The relationship between the four classes of objects in our inventory system can be described using a Unified Modeling Language (invariably referred to as UML, because three letter acronyms are cool) class diagram. Here is our first class diagram:

Python 3: Object-Oriented Design

This diagram simply shows that an Orange is somehow associated with a Basket and that an Apple is also somehow associated with a Barrel. Association is the most basic way for two classes to be related.

UML is very popular among managers, and occasionally disparaged by programmers. The syntax of a UML diagram is generally pretty obvious; you don’t have to read a tutorial to (mostly) understand what is going on when you see one. UML is also fairly easy to draw, and quite intuitive. After all, many people, when describing classes and their relationships, will naturally draw boxes with lines between them. Having a standard based on these intuitive diagrams makes it easy for programmers to communicate with designers, managers, and each other.

However, some programmers think UML is a waste of time. Citing iterative development, they will argue that formal specifications done up in fancy UML diagrams are going to be redundant before they’re implemented, and that maintaining those formal diagrams will only waste time and not benefit anyone.

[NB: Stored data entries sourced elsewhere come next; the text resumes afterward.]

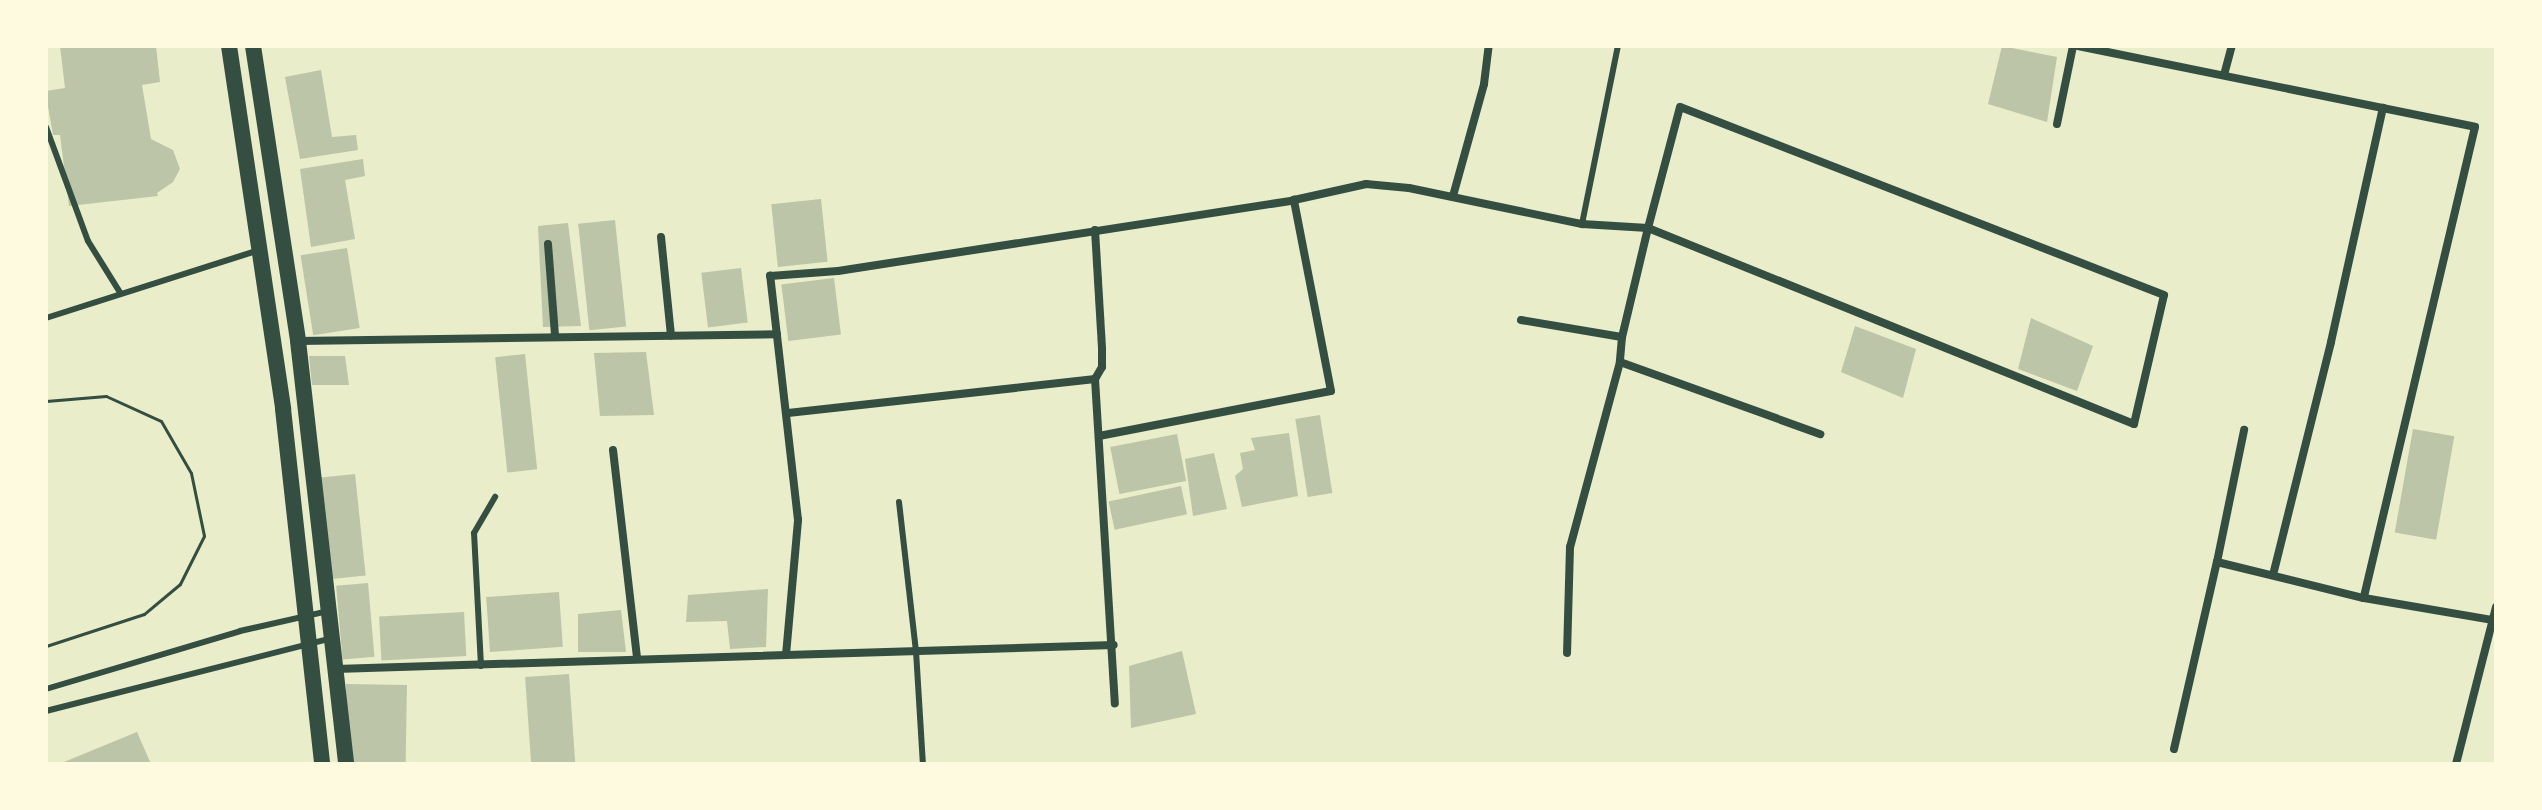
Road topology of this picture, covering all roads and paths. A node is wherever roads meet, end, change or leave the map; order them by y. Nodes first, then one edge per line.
1 (229, 46) edge
2 (253, 46) edge
3 (1489, 46) edge
4 (1618, 46) edge
5 (2075, 46) edge
6 (2232, 46) edge
7 (2224, 75) junction
8 (2383, 108) junction
9 (2057, 124) dead end
10 (46, 127) edge
11 (1453, 196) junction
12 (1294, 200) junction
13 (1582, 224) junction
14 (1648, 228) junction
15 (1095, 230) junction
16 (661, 237) dead end
17 (548, 244) dead end
18 (262, 249) junction
19 (121, 294) junction
20 (46, 318) edge
21 (1521, 320) dead end
22 (777, 334) junction
23 (671, 335) junction
24 (555, 336) junction
25 (1622, 337) junction
26 (298, 341) junction
27 (1620, 362) junction
28 (1095, 379) junction
29 (46, 401) edge
30 (788, 413) junction
31 (2244, 430) dead end
32 (1820, 434) dead end
33 (1099, 436) junction
34 (613, 450) dead end
35 (495, 497) dead end
36 (899, 502) dead end
37 (2217, 562) junction
38 (2273, 575) junction
39 (2364, 598) junction
40 (2496, 607) edge
41 (329, 611) junction
42 (306, 615) junction
43 (2493, 620) junction
44 (332, 638) junction
45 (309, 641) junction
46 (1114, 645) junction
47 (46, 646) edge
48 (916, 651) junction
49 (1567, 653) dead end
50 (786, 655) junction
51 (637, 658) junction
52 (481, 666) junction
53 (336, 669) junction
54 (46, 689) edge
55 (1115, 703) dead end
56 (46, 711) edge
57 (2174, 749) dead end
58 (322, 764) edge
59 (346, 764) edge
60 (923, 764) edge
61 (2456, 764) edge

1 - 18 main road
2 - 26 main road
3 - 11 street
4 - 13 lane
5 - 7 street
5 - 9 street
6 - 7 street
7 - 8 street
8 - 38 street
8 - 39 street
10 - 19 lane
11 - 12 street
11 - 13 street
12 - 15 street
12 - 33 street
13 - 14 street
14 - 14 street
14 - 25 street
15 - 22 street
15 - 28 street
16 - 23 street
17 - 24 street
18 - 19 lane
18 - 42 main road
19 - 20 lane
21 - 25 street
22 - 23 street
22 - 30 street
23 - 24 street
24 - 26 street
25 - 27 street
26 - 41 main road
27 - 32 street
27 - 49 street
28 - 30 street
28 - 33 street
29 - 47 path
30 - 50 street
31 - 37 street
33 - 46 street
34 - 51 street
35 - 52 lane
36 - 48 lane
37 - 38 street
37 - 57 street
38 - 39 street
39 - 43 street
40 - 43 street
41 - 42 lane
41 - 44 main road
42 - 45 main road
42 - 54 lane
43 - 61 street
44 - 45 lane
44 - 53 main road
45 - 56 lane
45 - 58 main road
46 - 48 street
46 - 55 street
48 - 50 street
48 - 60 lane
50 - 51 street
51 - 52 street
52 - 53 street
53 - 59 main road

This is true of some organizations, and hogwash in other corporate cultures. However, every programming team consisting of more than one person will occasionally have to sit down and hash out the details of part of the system they are currently working on. UML is extremely useful, in these brainstorming sessions, for quick and easy communication. Even those organizations that scoff at formal class diagrams tend to use some informal version of UML in their design meetings, or team discussions.

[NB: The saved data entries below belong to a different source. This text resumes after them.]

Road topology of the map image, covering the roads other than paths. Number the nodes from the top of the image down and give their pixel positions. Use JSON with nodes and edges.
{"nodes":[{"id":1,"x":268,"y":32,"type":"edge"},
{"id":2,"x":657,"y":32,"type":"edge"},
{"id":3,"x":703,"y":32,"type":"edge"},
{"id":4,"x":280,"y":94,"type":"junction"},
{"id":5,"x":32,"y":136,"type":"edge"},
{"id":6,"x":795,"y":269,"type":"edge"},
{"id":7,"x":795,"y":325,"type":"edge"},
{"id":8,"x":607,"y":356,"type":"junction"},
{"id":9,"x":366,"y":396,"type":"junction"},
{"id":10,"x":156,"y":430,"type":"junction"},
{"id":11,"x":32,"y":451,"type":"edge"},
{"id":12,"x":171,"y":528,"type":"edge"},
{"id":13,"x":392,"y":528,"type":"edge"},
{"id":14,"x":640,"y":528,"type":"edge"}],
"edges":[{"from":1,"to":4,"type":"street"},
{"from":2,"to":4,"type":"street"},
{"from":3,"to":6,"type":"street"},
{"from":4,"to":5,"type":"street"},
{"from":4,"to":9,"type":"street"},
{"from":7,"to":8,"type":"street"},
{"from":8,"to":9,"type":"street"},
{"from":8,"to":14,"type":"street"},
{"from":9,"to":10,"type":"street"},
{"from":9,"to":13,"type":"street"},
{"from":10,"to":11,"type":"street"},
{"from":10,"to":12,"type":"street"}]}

Further, the most important person you ever have to communicate with is yourself. We all think we can remember the design decisions we’ve made, but there are always, “Why did I do that?” moments hiding in our future. If we keep the scraps of paper we did our initial diagramming on when we started a design, we’ll eventually find that they are a useful reference.

UML covers far more than class and object diagrams; it also has syntax for use cases, deployment, state changes, and activities. We’ll be dealing with some common class diagram syntax in this discussion of object-oriented design. You’ll find you can pick up the structure by example, and you’ll subconsciously choose UML-inspired syntax in your own team or personal design sessions.

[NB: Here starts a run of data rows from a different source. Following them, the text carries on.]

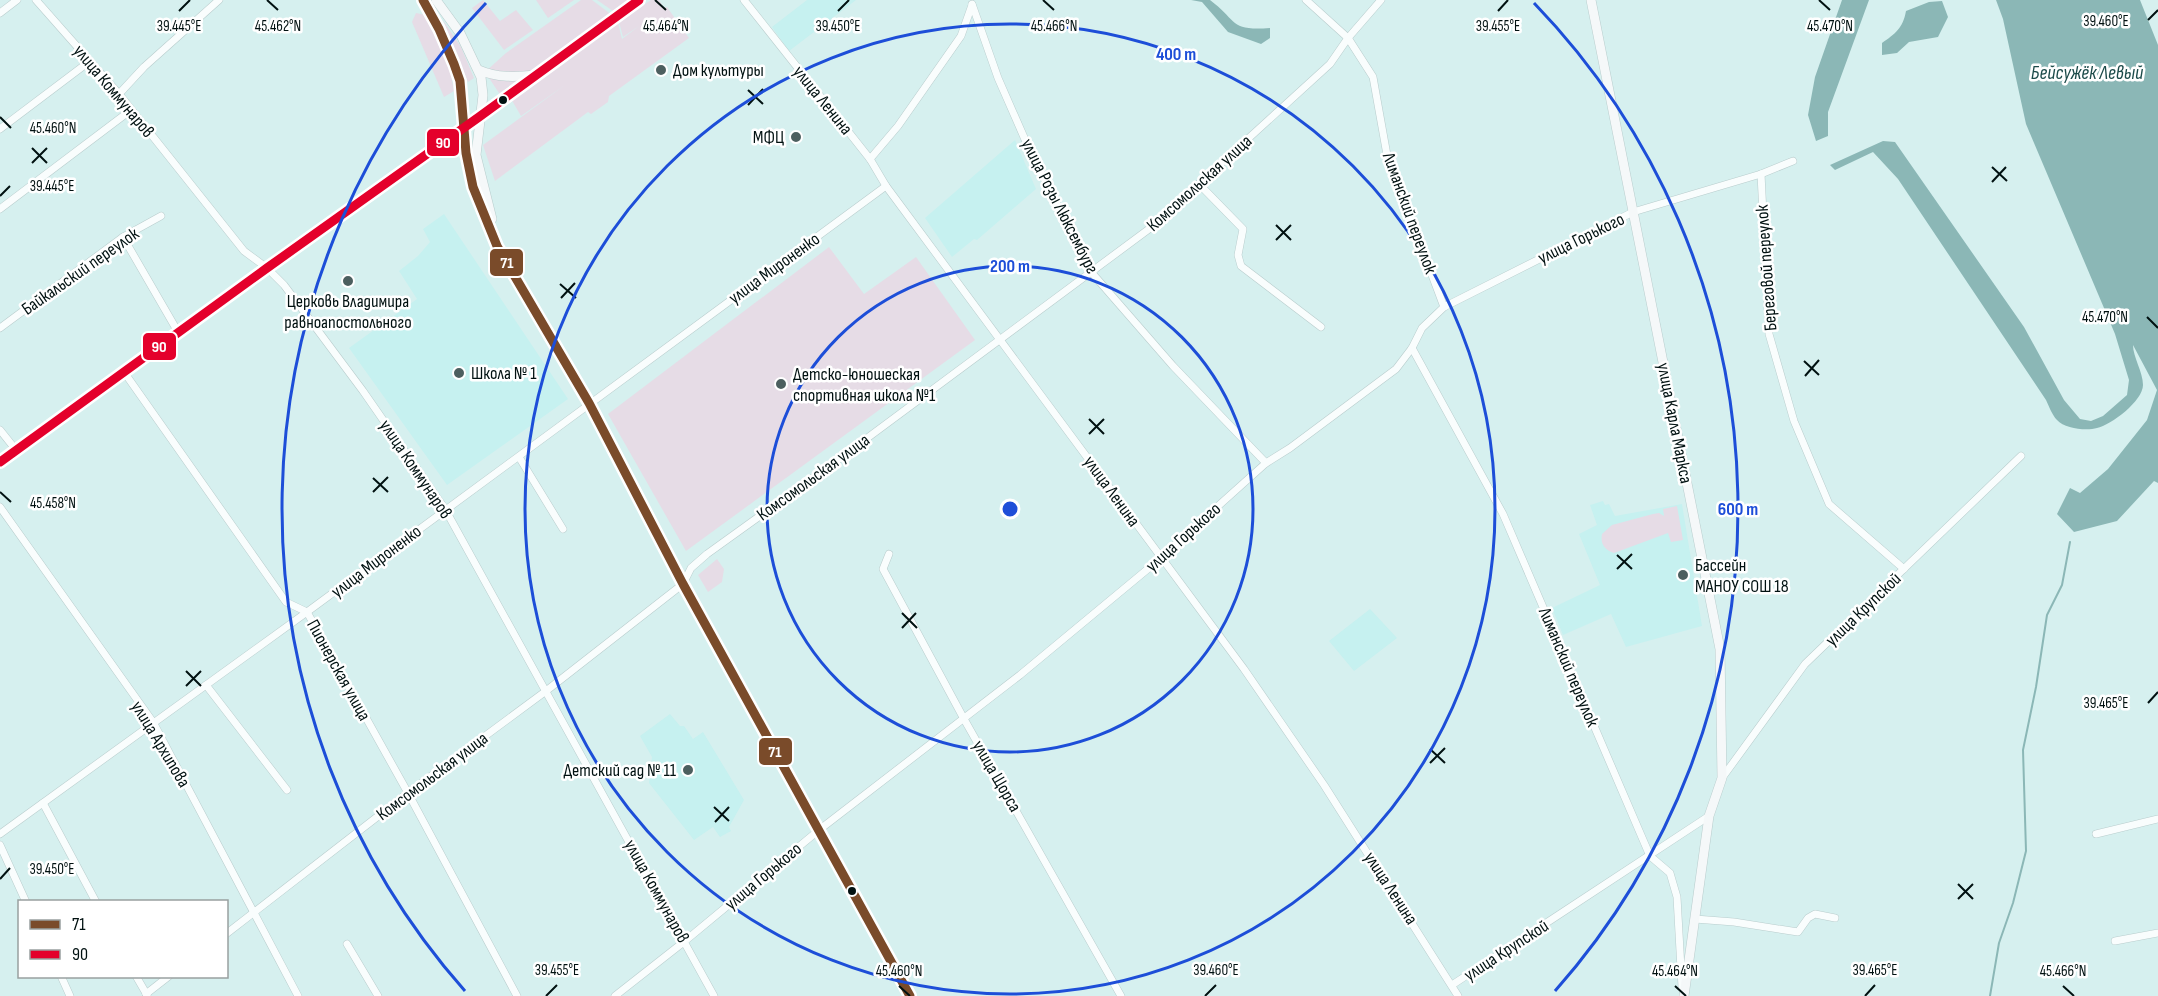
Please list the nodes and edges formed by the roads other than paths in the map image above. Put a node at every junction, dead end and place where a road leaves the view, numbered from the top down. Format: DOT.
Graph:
graph roads {
  1 [pos="17,0"];
  2 [pos="36,0"];
  3 [pos="219,0"];
  4 [pos="423,0"];
  5 [pos="436,0"];
  6 [pos="639,0"];
  7 [pos="744,0"];
  8 [pos="1306,0"];
  9 [pos="1381,0"];
  10 [pos="1591,0"];
  11 [pos="973,2"];
  12 [pos="0,13"];
  13 [pos="1348,38"];
  14 [pos="90,61"];
  15 [pos="479,70"];
  16 [pos="538,74"];
  17 [pos="119,94"];
  18 [pos="130,110"];
  19 [pos="479,117"];
  20 [pos="464,128"];
  21 [pos="0,129"];
  22 [pos="870,159"];
  23 [pos="1793,161"];
  24 [pos="1761,174"];
  25 [pos="1199,183"];
  26 [pos="886,186"];
  27 [pos="0,209"];
  28 [pos="1633,212"];
  29 [pos="161,216"];
  30 [pos="123,237"];
  31 [pos="511,266"];
  32 [pos="267,268"];
  33 [pos="1092,273"];
  34 [pos="1444,307"];
  35 [pos="1321,327"];
  36 [pos="0,328"];
  37 [pos="178,332"];
  38 [pos="999,339"];
  39 [pos="1412,348"];
  40 [pos="124,372"];
  41 [pos="589,403"];
  42 [pos="0,430"];
  43 [pos="16,450"];
  44 [pos="2021,456"];
  45 [pos="519,457"];
  46 [pos="0,462"];
  47 [pos="1266,463"];
  48 [pos="0,507"];
  49 [pos="445,510"];
  50 [pos="563,530"];
  51 [pos="889,554"];
  52 [pos="1160,557"];
  53 [pos="1904,569"];
  54 [pos="684,584"];
  55 [pos="307,612"];
  56 [pos="206,685"];
  57 [pos="546,691"];
  58 [pos="964,719"];
  59 [pos="153,722"];
  60 [pos="1722,778"];
  61 [pos="287,790"];
  62 [pos="408,794"];
  63 [pos="43,803"];
  64 [pos="1709,816"];
  65 [pos="2158,819"];
  66 [pos="819,830"];
  67 [pos="0,834"];
  68 [pos="2096,834"];
  69 [pos="0,845"];
  70 [pos="1650,856"];
  71 [pos="25,900"];
  72 [pos="95,900"];
  73 [pos="254,914"];
  74 [pos="1836,918"];
  75 [pos="1695,919"];
  76 [pos="228,933"];
  77 [pos="2158,933"];
  78 [pos="685,941"];
  79 [pos="2115,941"];
  80 [pos="347,944"];
  81 [pos="62,978"];
  82 [pos="137,978"];
  83 [pos="167,978"];
  84 [pos="1452,985"];
  85 [pos="146,995"];
  86 [pos="1456,995"];
  87 [pos="70,996"];
  88 [pos="298,996"];
  89 [pos="378,996"];
  90 [pos="517,996"];
  91 [pos="615,996"];
  92 [pos="714,996"];
  93 [pos="910,996"];
  94 [pos="1121,996"];
  95 [pos="1683,996"];
  1 -- 12 [label="street"];
  2 -- 14 [label="street, улица Коммунаров"];
  3 -- 17 [label="street"];
  4 -- 20 [label="main road"];
  5 -- 15 [label="main road"];
  6 -- 16 [label="main road"];
  7 -- 22 [label="street, улица Ленина"];
  8 -- 13 [label="street, Лиманский переулок"];
  9 -- 13 [label="street, Комсомольская улица"];
  10 -- 28 [label="main road, улица Карла Маркса"];
  11 -- 22 [label="street"];
  11 -- 33 [label="street, улица Розы Люксембург"];
  13 -- 25 [label="street, Комсомольская улица"];
  13 -- 34 [label="street, Лиманский переулок"];
  14 -- 17 [label="street, улица Коммунаров"];
  14 -- 21 [label="street"];
  15 -- 16 [label="main road"];
  15 -- 19 [label="main road"];
  16 -- 19 [label="main road"];
  17 -- 18 [label="street, улица Коммунаров"];
  18 -- 27 [label="street"];
  18 -- 32 [label="street, улица Коммунаров"];
  19 -- 20 [label="main road"];
  19 -- 31 [label="main road"];
  20 -- 31 [label="main road"];
  20 -- 32 [label="main road"];
  22 -- 26 [label="street, улица Ленина"];
  23 -- 24 [label="street, улица Горького"];
  24 -- 28 [label="street, улица Горького"];
  24 -- 53 [label="street, Береговой переулок"];
  25 -- 33 [label="street, Комсомольская улица"];
  25 -- 35 [label="street"];
  26 -- 38 [label="street, улица Ленина"];
  26 -- 41 [label="street, улица Мироненко"];
  28 -- 34 [label="street, улица Горького"];
  28 -- 60 [label="main road, улица Карла Маркса"];
  29 -- 30 [label="street, Байкальский переулок"];
  30 -- 36 [label="street, Байкальский переулок"];
  30 -- 37 [label="street"];
  31 -- 41 [label="main road"];
  32 -- 37 [label="main road"];
  32 -- 49 [label="street, улица Коммунаров"];
  33 -- 38 [label="street, Комсомольская улица"];
  33 -- 47 [label="street, улица Розы Люксембург"];
  34 -- 39 [label="street, улица Горького"];
  37 -- 40 [label="main road"];
  38 -- 52 [label="street, улица Ленина"];
  38 -- 54 [label="street, Комсомольская улица"];
  39 -- 47 [label="street, улица Горького"];
  39 -- 70 [label="street, Лиманский переулок"];
  40 -- 43 [label="main road"];
  40 -- 55 [label="street, Пионерская улица"];
  41 -- 45 [label="street, улица Мироненко"];
  41 -- 54 [label="main road"];
  42 -- 43 [label="street"];
  43 -- 46 [label="main road"];
  44 -- 53 [label="street, улица Крупской"];
  45 -- 49 [label="street, улица Мироненко"];
  45 -- 50 [label="street"];
  47 -- 52 [label="street, улица Горького"];
  48 -- 59 [label="street, улица Архипова"];
  49 -- 55 [label="street, улица Мироненко"];
  49 -- 57 [label="street, улица Коммунаров"];
  51 -- 58 [label="street, улица Щорса"];
  52 -- 58 [label="street, улица Горького"];
  52 -- 84 [label="street, улица Ленина"];
  53 -- 60 [label="street, улица Крупской"];
  54 -- 57 [label="street, Комсомольская улица"];
  54 -- 66 [label="main road"];
  55 -- 56 [label="street, улица Мироненко"];
  55 -- 62 [label="street, Пионерская улица"];
  56 -- 59 [label="street, улица Мироненко"];
  56 -- 61 [label="street"];
  57 -- 62 [label="street, Комсомольская улица"];
  57 -- 78 [label="street, улица Коммунаров"];
  58 -- 66 [label="street, улица Горького"];
  58 -- 94 [label="street, улица Щорса"];
  59 -- 63 [label="street, улица Мироненко"];
  59 -- 73 [label="street, улица Архипова"];
  60 -- 64 [label="main road, улица Карла Маркса"];
  62 -- 73 [label="street, Комсомольская улица"];
  62 -- 90 [label="street, Пионерская улица"];
  63 -- 67 [label="street, улица Мироненко"];
  63 -- 72 [label="street"];
  64 -- 70 [label="street, улица Крупской"];
  64 -- 75 [label="main road, улица Карла Маркса"];
  65 -- 68 [label="street"];
  66 -- 78 [label="street, улица Горького"];
  66 -- 93 [label="main road"];
  69 -- 71 [label="street"];
  70 -- 84 [label="street, улица Крупской"];
  70 -- 95 [label="street, Лиманский переулок"];
  73 -- 76 [label="street, Комсомольская улица"];
  73 -- 88 [label="street, улица Архипова"];
  74 -- 75 [label="street"];
  75 -- 95 [label="main road, улица Карла Маркса"];
  77 -- 79 [label="street"];
  78 -- 91 [label="street, улица Горького"];
  78 -- 92 [label="street, улица Коммунаров"];
  80 -- 89 [label="street"];
  81 -- 87 [label="street"];
  82 -- 85 [label="street"];
  83 -- 85 [label="street"];
  84 -- 86 [label="street, улица Ленина"];
}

Our initial diagram, while correct, does not remind us that apples go in barrels or how many barrels a single apple can go in. It only tells us that apples are somehow associated with barrels. The association between classes is often obvious and needs no further explanation, but the option to add further clarification is always there. The beauty of UML is that most things are optional. We only need to specify as much information in a diagram as makes sense for the current situation. In a quick whiteboard session, we might just quickly draw lines between boxes. In a formal document that needs to make sense in six months, we might go into more detail. In the case of apples and barrels, we can be fairly confident that the association is, “many apples go in one barrel”, but just to make sure nobody confuses it with, “one apple spoils one barrel”, we can enhance the diagram as shown:

Python 3: Object-Oriented Design

This diagram tells us that oranges go in baskets with a little arrow showing what goes in what. It also tells us the multiplicity (number of that object that can be used in the association) on both sides of the relationship. One Basket can hold many (represented by a *) Orange objects. Any one Orange can go in exactly one Basket.

It can be easy to confuse which side of a relationship the multiplicity goes on. The multiplicity is the number of objects of that class that can be associated with any one object at the other end of the association. For the apple goes in barrel association, reading from left to right, many instances of the Apple class (that is many Apple objects) can go in any one Barrel. Reading from right to left, exactly one Barrel can be associated with any one Apple.